Monday, August 26, 2019

Lee Pitts: Forecast For The Weekend

Monday through Friday if you were to ask me what day of the week it is there’s a 50 percent chance I’d guess wrong. My biological clock simply doesn’t do weekdays. One day is as good, or bad, as another. Even though I haven’t been back to school in 45 years I’ve always associated weekdays with school and homework. Nothing fun ever happened in the middle of the week so, like most people in America, I live for the weekends.
I’ve always associated Saturday with good food. For 40 years if it was Saturday I was chowing down on barbecue at a cattle, horse or charity auction somewhere in America. My fondness for Saturdays goes all the way back to my elementary school days when Friday was beans and cornbread, or fish day, in the school cafeteria because the Catholic kids couldn’t eat meat. As all us Methodist kids dined on brick-hard cornbread, slimy beans, and cartilage-filled composite fish that tasted worse than the garden snail my brother dared me into eating, we almost started a religious war, such was our hatred for Catholic cuisine.
As a result of being undernourished on Famine Fridays, I was always hungry when Saturday rolled around. It was also my best shot at getting a bowl full of the delicious homemade ice cream Uncle Charles made.

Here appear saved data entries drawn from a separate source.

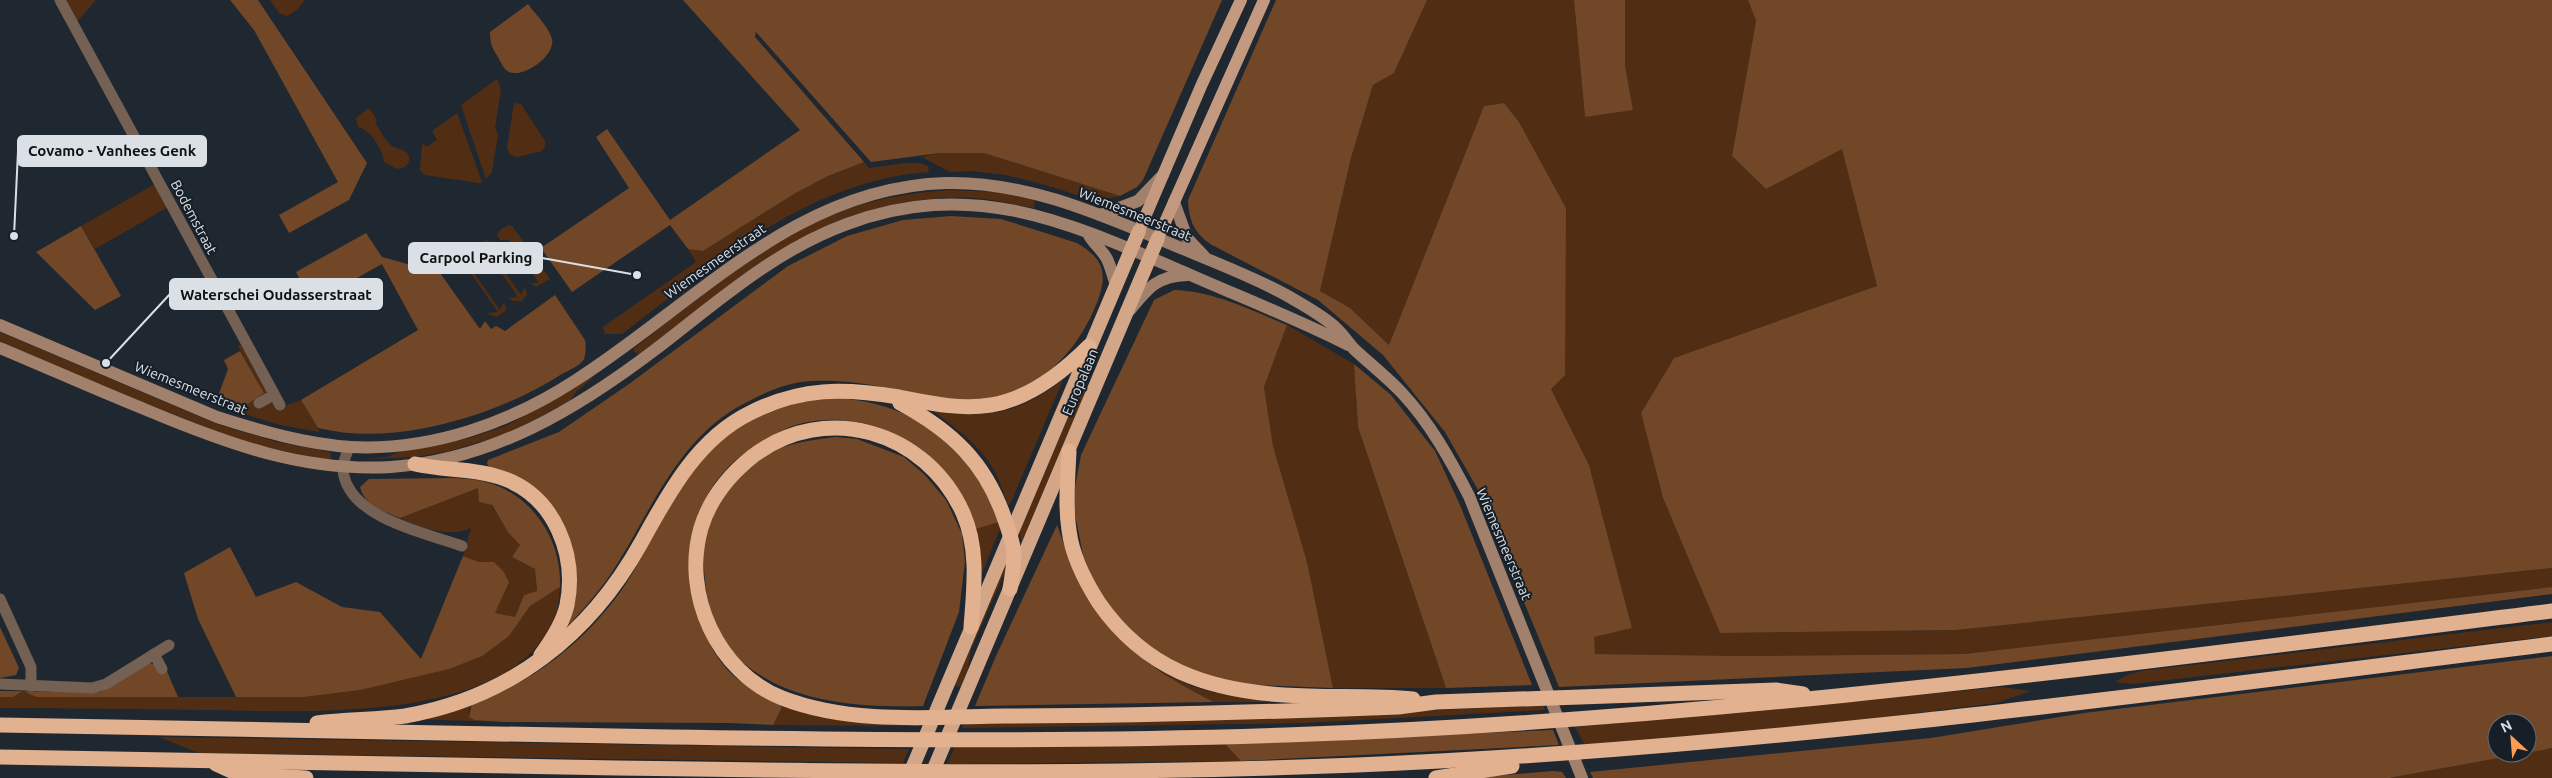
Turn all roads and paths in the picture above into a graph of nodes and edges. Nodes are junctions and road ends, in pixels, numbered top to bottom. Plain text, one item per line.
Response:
1 (60, 0) edge
2 (1241, 0) edge
3 (1264, 0) edge
4 (1163, 175) junction
5 (1174, 202) junction
6 (1100, 215) junction
7 (1139, 231) junction
8 (1088, 233) junction
9 (1158, 238) junction
10 (1131, 249) junction
11 (1150, 258) junction
12 (1205, 258) junction
13 (1189, 275) junction
14 (1116, 286) junction
15 (1127, 314) junction
16 (0, 325) edge
17 (1089, 346) junction
18 (0, 348) edge
19 (1354, 348) junction
20 (888, 396) junction
21 (259, 403) dead end
22 (349, 447) junction
23 (1069, 451) junction
24 (415, 464) junction
25 (343, 467) junction
26 (1010, 536) junction
27 (462, 546) dead end
28 (1010, 589) junction
29 (0, 599) edge
30 (2552, 611) edge
31 (971, 627) junction
32 (2552, 644) edge
33 (169, 645) dead end
34 (154, 654) junction
35 (536, 662) junction
36 (162, 669) dead end
37 (0, 684) edge
38 (31, 686) junction
39 (1829, 698) junction
40 (1436, 702) junction
41 (0, 725) edge
42 (266, 730) junction
43 (1554, 754) junction
44 (0, 757) edge
45 (210, 762) junction
46 (306, 778) edge
47 (908, 778) edge
48 (930, 778) edge
49 (1436, 778) edge
50 (1582, 778) edge

1 - 21 street, Bodemstraat
2 - 4 main road, Europalaan
3 - 5 main road, Europalaan
4 - 6 main road
4 - 7 main road, Europalaan
5 - 9 main road, Europalaan
5 - 12 main road
6 - 7 main road, Wiemesmeerstraat
6 - 22 main road, Wiemesmeerstraat
7 - 9 main road, Wiemesmeerstraat
7 - 10 highway, Europalaan
8 - 10 main road, Wiemesmeerstraat
8 - 14 main road
8 - 24 main road, Wiemesmeerstraat
9 - 11 highway, Europalaan
9 - 12 main road, Wiemesmeerstraat
10 - 11 main road, Wiemesmeerstraat
10 - 14 highway, Europalaan
11 - 13 main road, Wiemesmeerstraat
11 - 15 highway, Europalaan
12 - 19 main road, Wiemesmeerstraat
13 - 15 main road
13 - 19 main road, Wiemesmeerstraat
14 - 17 highway, Europalaan
15 - 23 highway, Europalaan
16 - 22 main road, Wiemesmeerstraat
17 - 20 highway
17 - 26 highway, Europalaan
18 - 25 main road, Wiemesmeerstraat
19 - 50 main road, Wiemesmeerstraat
20 - 26 highway
20 - 35 highway
22 - 25 street
23 - 28 highway, Europalaan
23 - 40 highway
24 - 25 main road, Wiemesmeerstraat
24 - 35 highway
25 - 27 street
26 - 28 highway
26 - 31 highway, Europalaan
28 - 48 highway, Europalaan
29 - 38 street
30 - 39 highway
31 - 40 highway
31 - 47 highway, Europalaan
32 - 43 highway
33 - 34 street
34 - 36 street
34 - 38 street
35 - 42 highway
37 - 38 street
39 - 40 highway
39 - 42 highway
41 - 42 highway
43 - 45 highway
43 - 49 highway
44 - 45 highway
45 - 46 highway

Because I always worked weekends, to deaden the pain of not being in my scintillating company, my wife worked for 30 years as a checker in a grocery store. You’d be surprised how good a pain-deadener time-and-a half-pay on Sundays can be. But for me, Sunday was never really profitable because it’s the day I wrote my column and the day I rode the ranch looking for problems. My forecast for the weekend was always a 90% chance of hard work with a 10% chance of getting paid for it.